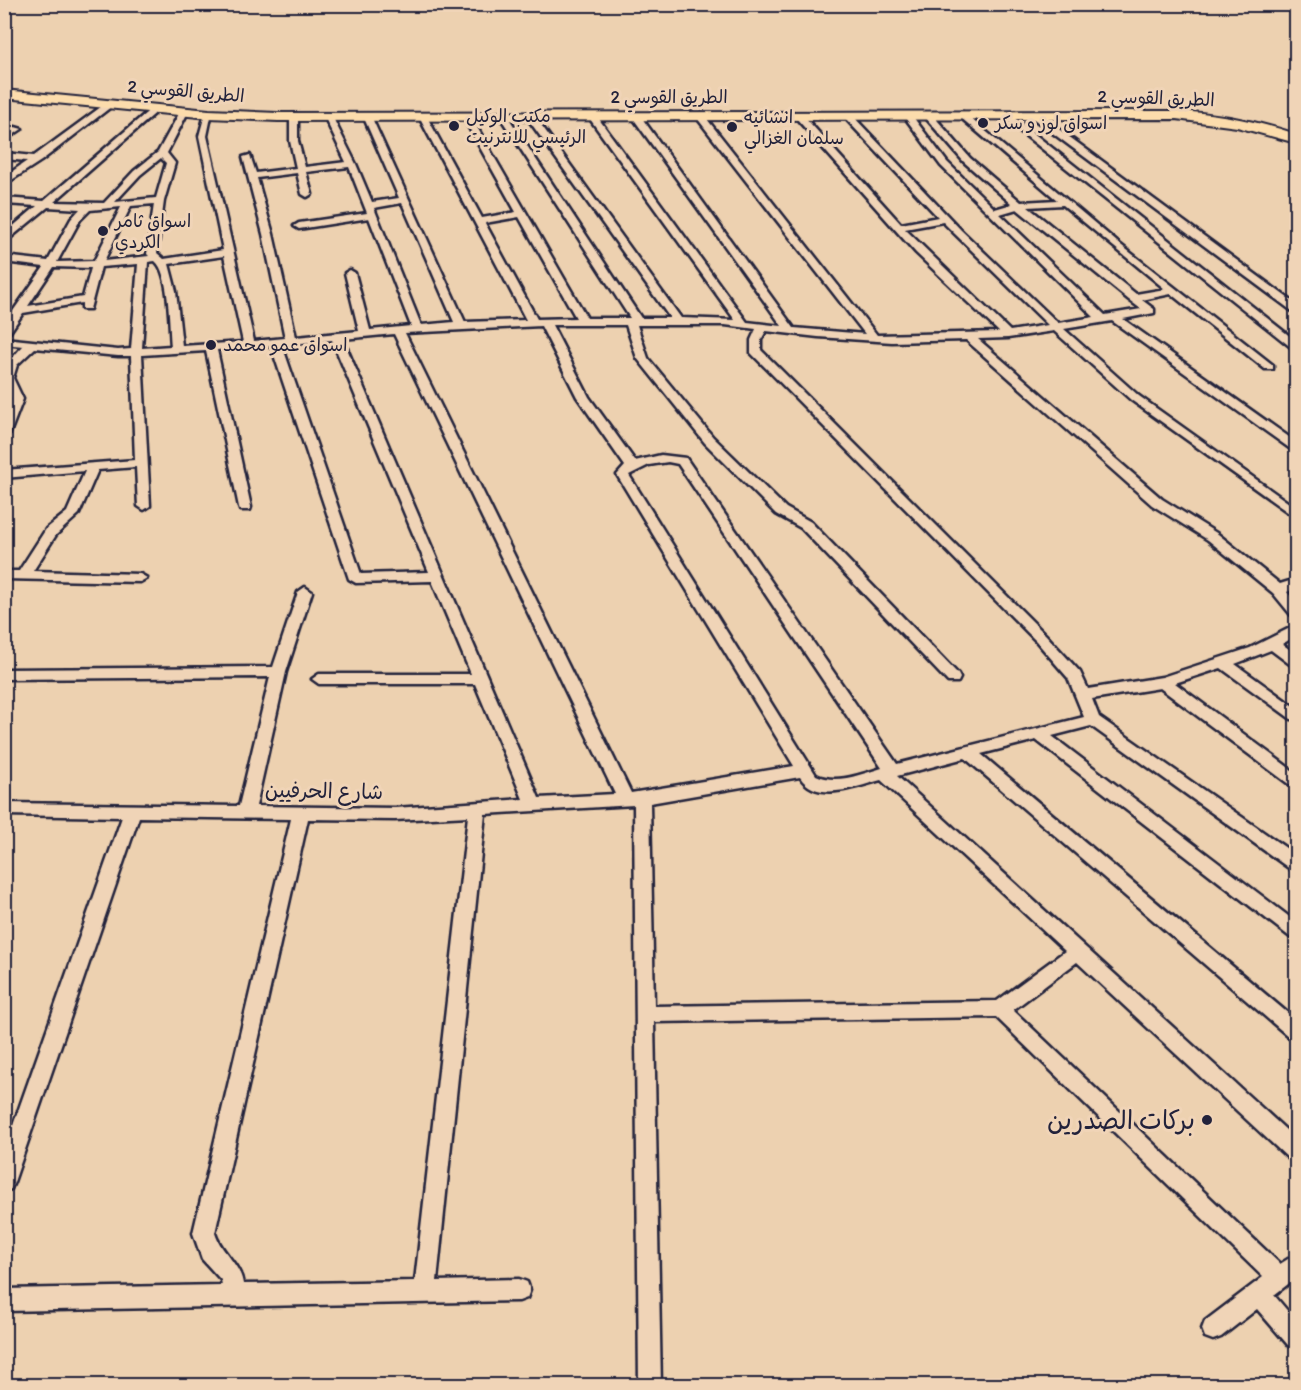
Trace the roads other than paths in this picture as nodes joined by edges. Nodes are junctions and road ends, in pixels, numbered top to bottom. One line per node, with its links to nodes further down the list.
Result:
1 (4, 88): 6 (highway, الطريق القوسي 2)
2 (4, 94): 3 (highway, الطريق القوسي 2)
3 (112, 104): 4 (highway, الطريق القوسي 2); 32 (street)
4 (156, 109): 5 (highway, الطريق القوسي 2); 42 (street)
5 (184, 112): 7 (highway, الطريق القوسي 2); 29 (street)
6 (683, 113): 8 (highway, الطريق القوسي 2); 14 (highway, الطريق القوسي 2)
7 (209, 114): 17 (highway, الطريق القوسي 2); 55 (street)
8 (705, 114): 15 (highway, الطريق القوسي 2); 26 (highway, الطريق القوسي 2); 83 (street)
9 (907, 115): 10 (highway, الطريق القوسي 2); 16 (highway, الطريق القوسي 2); 48 (street)
10 (928, 115): 11 (highway, الطريق القوسي 2); 45 (street)
11 (963, 115): 12 (highway, الطريق القوسي 2); 41 (street)
12 (1005, 115): 13 (highway, الطريق القوسي 2); 89 (street)
13 (1034, 115): 28 (highway, الطريق القوسي 2); 64 (street)
14 (636, 116): 22 (highway, الطريق القوسي 2); 77 (street)
15 (799, 116): 16 (highway, الطريق القوسي 2); 53 (street)
16 (848, 116): 50 (street)
17 (294, 117): 23 (highway, الطريق القوسي 2); 34 (street)
18 (423, 117): 19 (highway, الطريق القوسي 2); 24 (highway, الطريق القوسي 2); 51 (street)
19 (467, 117): 20 (highway, الطريق القوسي 2); 49 (street)
20 (504, 117): 21 (highway, الطريق القوسي 2); 68 (street)
21 (531, 117): 22 (highway, الطريق القوسي 2); 70 (street)
22 (593, 117): 72 (street)
23 (329, 118): 24 (highway, الطريق القوسي 2); 33 (street)
24 (368, 118): 38 (street)
25 (18, 129): 27 (street)
26 (1296, 132)
27 (4, 139)
28 (1296, 139)
29 (162, 153): 40 (street); 44 (street)
30 (4, 156): 32 (street)
31 (246, 157): 35 (street)
32 (38, 159): 36 (street)
33 (352, 164): 34 (street); 47 (street)
34 (302, 170): 35 (street); 37 (street)
35 (252, 176): 84 (street)
36 (4, 182)
37 (307, 194)
38 (404, 200): 47 (street); 71 (street)
39 (4, 201): 42 (street)
40 (159, 201): 43 (street); 58 (street)
41 (1065, 202): 45 (street); 62 (street)
42 (46, 204): 46 (street); 54 (street)
43 (127, 204): 44 (street); 60 (street)
44 (106, 206): 46 (street)
45 (1019, 206): 48 (street); 63 (street)
46 (87, 207): 59 (street)
47 (369, 211): 52 (street); 75 (street)
48 (993, 213): 66 (street)
49 (522, 214): 51 (street); 67 (street)
50 (946, 218): 53 (street); 74 (street)
51 (478, 221): 69 (street)
52 (299, 226)
53 (898, 227): 80 (street)
54 (4, 240)
55 (229, 252): 58 (street); 88 (street)
56 (4, 258): 59 (street)
57 (143, 260): 58 (street); 60 (street); 92 (street)
58 (159, 260): 91 (street)
59 (51, 264): 60 (street); 65 (street)
60 (96, 267): 65 (street)
61 (350, 273): 79 (street)
62 (1173, 291): 63 (street); 93 (street)
63 (1133, 298): 66 (street)
64 (1296, 309)
65 (21, 310): 78 (street)
66 (1108, 318): 74 (street); 95 (street)
67 (583, 321): 68 (street); 69 (street)
68 (633, 321): 70 (street); 117 (street)
69 (539, 322): 71 (street); 97 (street)
70 (678, 322): 72 (street)
71 (460, 325): 75 (street)
72 (744, 325): 73 (street)
73 (763, 327): 77 (street); 121 (street)
74 (1056, 327): 80 (street); 102 (street)
75 (417, 328): 76 (street)
76 (398, 330): 79 (street); 129 (street)
77 (790, 330): 83 (street)
78 (4, 333)
79 (364, 333): 81 (street)
80 (1008, 335): 82 (street)
81 (336, 336): 84 (street); 105 (street)
82 (968, 336): 83 (street); 108 (street)
83 (874, 338)
84 (291, 340): 86 (street)
85 (4, 341): 87 (street)
86 (275, 342): 88 (street); 105 (street)
87 (32, 344): 92 (street); 94 (street)
88 (249, 345): 90 (street)
89 (1296, 346)
90 (211, 347): 91 (street); 101 (street)
91 (177, 349): 92 (street)
92 (136, 352): 96 (street)
93 (1269, 367)
94 (4, 433)
95 (1296, 447)
96 (142, 463): 98 (street); 100 (street)
97 (632, 466): 126 (street); 127 (street)
98 (93, 467): 99 (street); 103 (street)
99 (4, 474)
100 (144, 506)
101 (245, 507)
102 (1296, 514)
103 (24, 574): 104 (street); 106 (street)
104 (4, 575)
105 (437, 576): 119 (street)
106 (140, 578)
107 (1296, 583): 108 (street)
108 (1278, 590): 110 (street)
109 (305, 592): 115 (street)
110 (1296, 612)
111 (1296, 630): 112 (street)
112 (1271, 643): 113 (street); 114 (street)
113 (1296, 661)
114 (1223, 662): 120 (street); 122 (street)
115 (279, 672): 116 (street); 134 (street)
116 (4, 674)
117 (953, 678)
118 (319, 679): 119 (street)
119 (480, 679): 130 (street)
120 (1163, 682): 121 (street); 128 (street)
121 (1083, 695): 123 (street)
122 (1296, 716)
123 (1093, 720): 124 (street); 136 (street)
124 (1039, 734): 125 (street); 137 (street)
125 (968, 752): 127 (street); 141 (street)
126 (806, 770): 127 (street); 129 (street, شارع الحرفيين)
127 (888, 772): 138 (street)
128 (1296, 781)
129 (634, 798): 130 (street, شارع الحرفيين); 140 (street)
130 (534, 806): 133 (street, شارع الحرفيين)
131 (4, 808): 132 (street, شارع الحرفيين)
132 (133, 810): 134 (street, شارع الحرفيين); 143 (street)
133 (477, 810): 135 (street, شارع الحرفيين); 146 (street)
134 (246, 812): 135 (street, شارع الحرفيين)
135 (302, 813): 148 (street)
136 (1296, 864)
137 (1296, 932)
138 (1078, 951): 139 (street); 142 (street)
139 (1000, 1009): 140 (street); 144 (street)
140 (645, 1014): 152 (street)
141 (1296, 1031)
142 (1296, 1152)
143 (4, 1182)
144 (1288, 1271): 147 (street)
145 (519, 1290): 146 (street)
146 (425, 1292): 148 (street)
147 (1259, 1294): 150 (street); 151 (street)
148 (234, 1296): 149 (street)
149 (4, 1300)
150 (1213, 1329)
151 (1296, 1337)
152 (650, 1386)

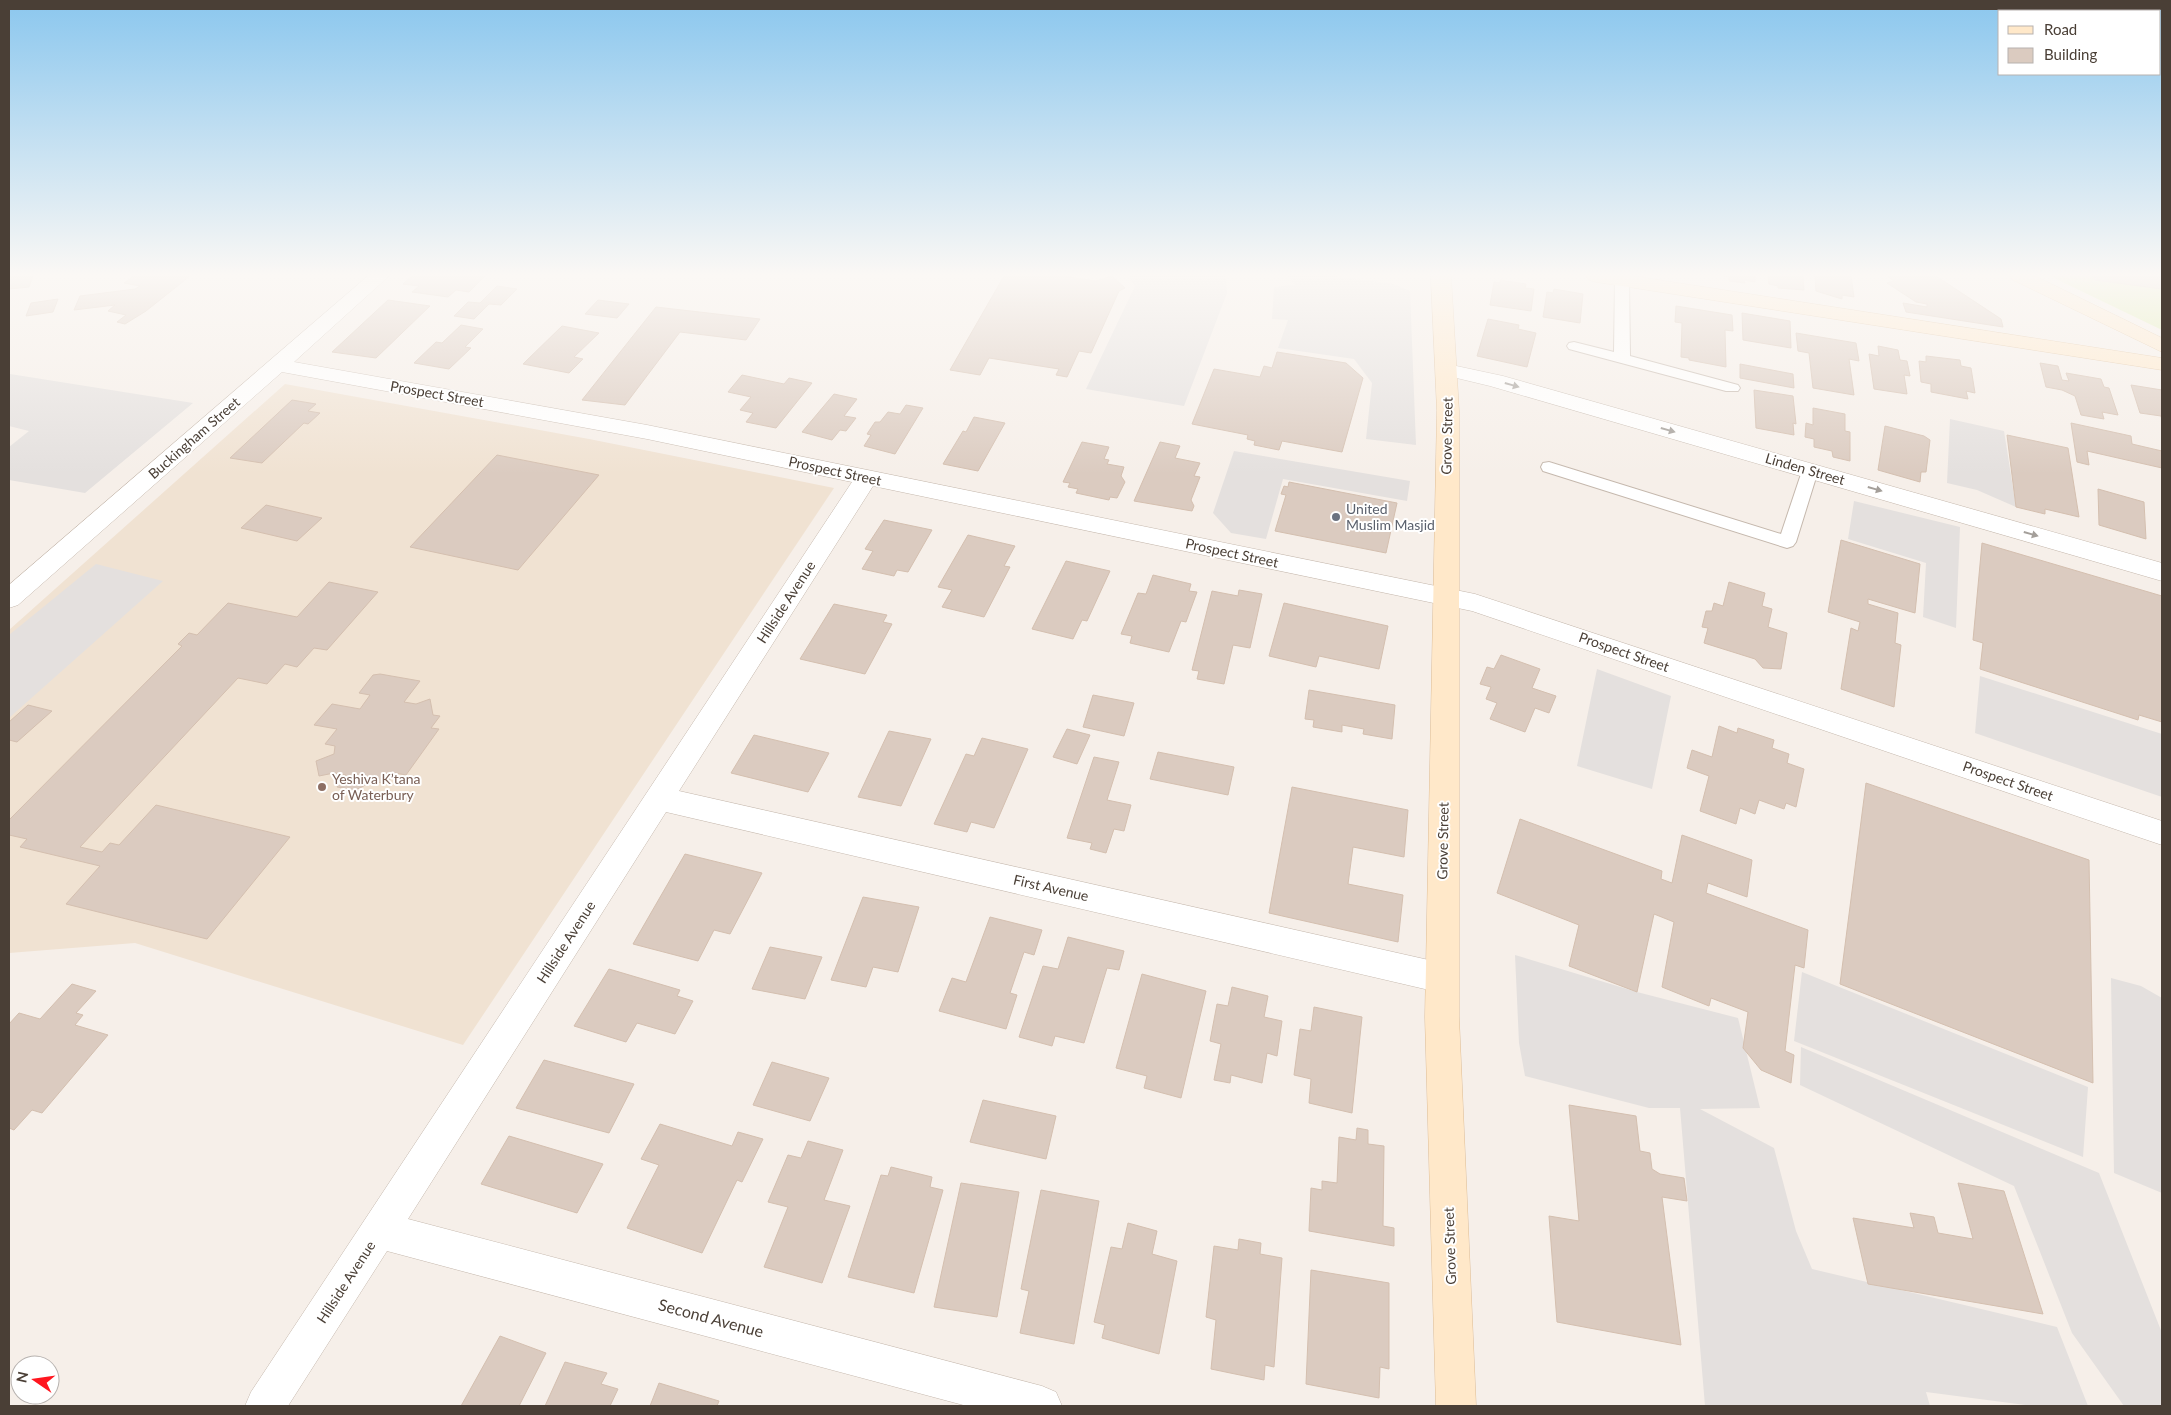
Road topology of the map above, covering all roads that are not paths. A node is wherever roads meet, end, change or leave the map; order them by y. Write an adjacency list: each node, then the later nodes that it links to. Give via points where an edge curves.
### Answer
1 (303, 342): 10 (street, Buckingham Street)
2 (1445, 342): 11 (main road, Grove Street)
3 (1622, 342): 8 (lane)
4 (2018, 342): 7 (main road)
5 (2089, 342): 7 (main road, via 2078,347)
6 (1574, 346): 8 (lane)
7 (2050, 347): 9 (main road)
8 (1622, 359): 12 (lane)
9 (2162, 364)
10 (277, 365): 15 (street, Prospect Street, via 647,432); 18 (street, Buckingham Street)
11 (1447, 370): 14 (street, Linden Street, one-way to 14); 17 (main road, Grove Street)
12 (1732, 388)
13 (1549, 467): 14 (lane, via 1787,542)
14 (1810, 471): 16 (street, Linden Street, one-way to 16)
15 (867, 477): 17 (street, Prospect Street); 19 (street, Hillside Avenue)
16 (2162, 572)
17 (1445, 596): 20 (street, Prospect Street, via 1508,614); 21 (main road, Grove Street)
18 (9, 599)
19 (659, 798): 21 (street, First Avenue); 22 (street, Hillside Avenue)
20 (2162, 833)
21 (1442, 978): 25 (main road, Grove Street)
22 (380, 1230): 23 (street, Hillside Avenue); 24 (street, Second Avenue)
23 (265, 1406)
24 (1042, 1406)
25 (1456, 1406)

» **What you have to do**: Work out how many lines in the data contain "Avenue" and state that number with nothing added.

» **Task result**: 3